Daily Mirror - Print Edition

Govt. debt obligations top Rs.2tn this year

30 Mar 2020 - {{hitsCtrl.values.hits}}      

  • Govt. has so far raised Rs.311bn via T. bills, bonds, SLDBS and FCBU loans
  • Govt. plans to borrow Rs.1,257bn on net basis for the year including Rs.523bn in foreign borrowings 
  • US$ 2.8bn required to service loan obligations in first half
  • Total debt increased by Rs.1bn to Rs.13, 031bn at end 2019 
  • Blames ISB issuances after 2015 for extremely high foreign debt situation 
  • Treasury expects total revenue of around Rs.1,775bn through tax cuts 
  • Admits COVID- 19 pandemic remains key risk that could potentially slow down economic growth

 

 

By Nishel Fernando
The government has so far raised Rs.311 billion to fulfil over Rs.2 trillion debt servicing obligations for this year, which includes US$ 4.5 billion in foreign debt servicing obligations. 
“The foreign debt servicing in 2020 alone amounts to US$ 4.5 billion and of which US$ 2.8 billion is required for the first half of 2020. 


The government raised almost Rs.311 billion (over US$1.6 billion) through treasury bills, bonds, SLDB’s and Foreign Currency Banking Unit (FCBU) loans during this period in 2020,” the Finance Ministry’s Economic and Policy Development said in the Pre-election Budgetary Position Report 2020 released recently. 

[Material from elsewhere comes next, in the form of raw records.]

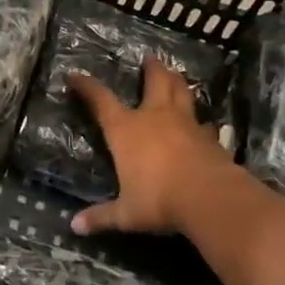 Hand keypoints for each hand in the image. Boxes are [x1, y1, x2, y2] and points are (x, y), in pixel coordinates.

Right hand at [68, 58, 232, 235]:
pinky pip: (201, 120)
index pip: (101, 100)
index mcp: (127, 130)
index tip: (75, 75)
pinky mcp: (209, 136)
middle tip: (150, 58)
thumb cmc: (159, 200)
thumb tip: (74, 227)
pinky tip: (200, 122)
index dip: (86, 86)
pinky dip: (198, 117)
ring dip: (177, 82)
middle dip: (151, 68)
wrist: (210, 198)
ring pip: (182, 92)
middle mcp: (155, 117)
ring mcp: (185, 123)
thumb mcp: (126, 213)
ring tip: (175, 75)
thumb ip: (102, 216)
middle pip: (155, 81) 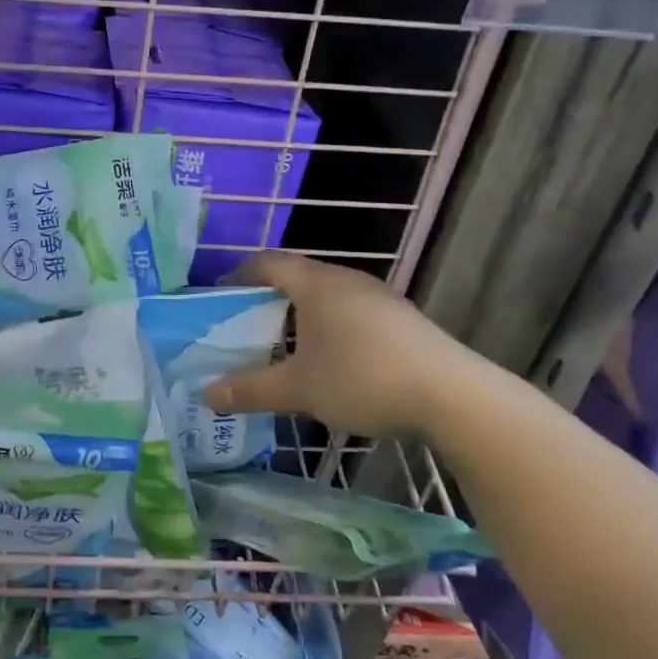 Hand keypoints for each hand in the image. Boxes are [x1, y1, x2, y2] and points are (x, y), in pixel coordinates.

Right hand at [203, 252, 458, 438]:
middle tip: (246, 325)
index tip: (220, 295)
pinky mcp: (402, 320)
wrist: (451, 395)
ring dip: (302, 314)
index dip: (239, 274)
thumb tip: (206, 395)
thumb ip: (250, 389)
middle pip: (298, 276)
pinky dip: (330, 327)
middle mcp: (347, 280)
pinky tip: (333, 360)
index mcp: (316, 284)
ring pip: (328, 296)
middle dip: (268, 297)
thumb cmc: (362, 378)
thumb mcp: (299, 389)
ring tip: (286, 345)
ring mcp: (379, 298)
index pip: (268, 263)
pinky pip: (352, 312)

Sri Lanka a couple of weeks ago received US$ 500 million from China Development Bank (CDB) under the upsized Foreign Currency Term Financing Facility 2018 as the first tranche and another US$ 500 million is pending. 


The Treasury insisted that a US$1 billion loan was granted under more favourable terms compared to 2018.


“The Foreign Currency Term Financing Facility 2018 with China Development Bank (CDB) has been upsized at more favourable terms to US$ 1,000 million including the extension of the tenure to 10 years in 2020 from 8 years in 2018 with a 3-year grace period, and a decrease in the margins over 6 month US$ LIBOR,” the report said.


In 2019, the total government debt had increased at a faster pace, exceeding the nominal GDP growth. 


The total debt was increased by Rs.1 trillion to Rs.13, 031 billion at end 2019 compared to 2018.


While expressing concerns on foreign currency debt, the Treasury blamed the issuance of international sovereign bonds since 2015 for the current foreign debt stock. 


“However, the cause for concern is that foreign currency debt which was only 41.6 percent of the total debt stock in 2014 has now increased to almost 50 percent, as floating of international sovereign bonds since 2015 has been frequent. 


“Of the total foreign currency debt stock of US$ 35 billion, International Sovereign Bonds (ISB) account for almost 50 percent or US$ 15 billion of which US$ 12 billion was raised during the period 2015-2019,” the Treasury said.


The total foreign debt exposure to the total debt in 2019 remained at 49.1 percent, marginally below 49.5 percent in 2018.


The government plans to borrow Rs. 1,257 billion on net basis for the year including Rs. 523 billion in foreign borrowings.


The treasury expects total revenue of around Rs.1, 775 billion with tax revenue of Rs. 1,565 billion and non-tax revenue of Rs.200 billion for 2020 despite the tax cuts. 
However, it noted that these revenue estimates are based on the assumptions that the economy would grow by 4 percent during the year. 


In February, total State revenue increased to Rs.170.9 billion from Rs.146 billion in the corresponding period despite a slight decrease in tax income, according to the Treasury.
The government plans to cut public investment worth Rs.300-400 billion for the year (excluding the recording of the capital expenditure that has been in arrears from 2019) from Rs.631 billion recorded in 2019.


In February, State expenditure also decreased to Rs.176.8 billion from Rs.200.4 billion in the corresponding period due to a drastic drop in capital expenditure.


The Treasury noted that expenditure controls coupled with savings from tax reductions in government service delivery could lead to a saving of almost 0.6-0.7 percent of GDP in government expenditure.


With the inclusion of unpaid bills amounting to over 2 percent of GDP, which was carried forward from 2019, the budget deficit is projected to rise to 7.5 percent of GDP in the year.
The government expects that global economy recovery which is expected from second half of the year would resume activities in service and export sectors.


“When the global economy begins recovering from the impact of COVID-19 pandemic in the second half of 2020, it will give an impetus to port, aviation and insurance activities which will have a positive impact on the services sector,” the report said.


However, the Treasury acknowledged that COVID- 19 pandemic remains a risk that could potentially slow down economic growth and adversely impact interest rates, exchange rate, fiscal deficit and the level of government borrowings.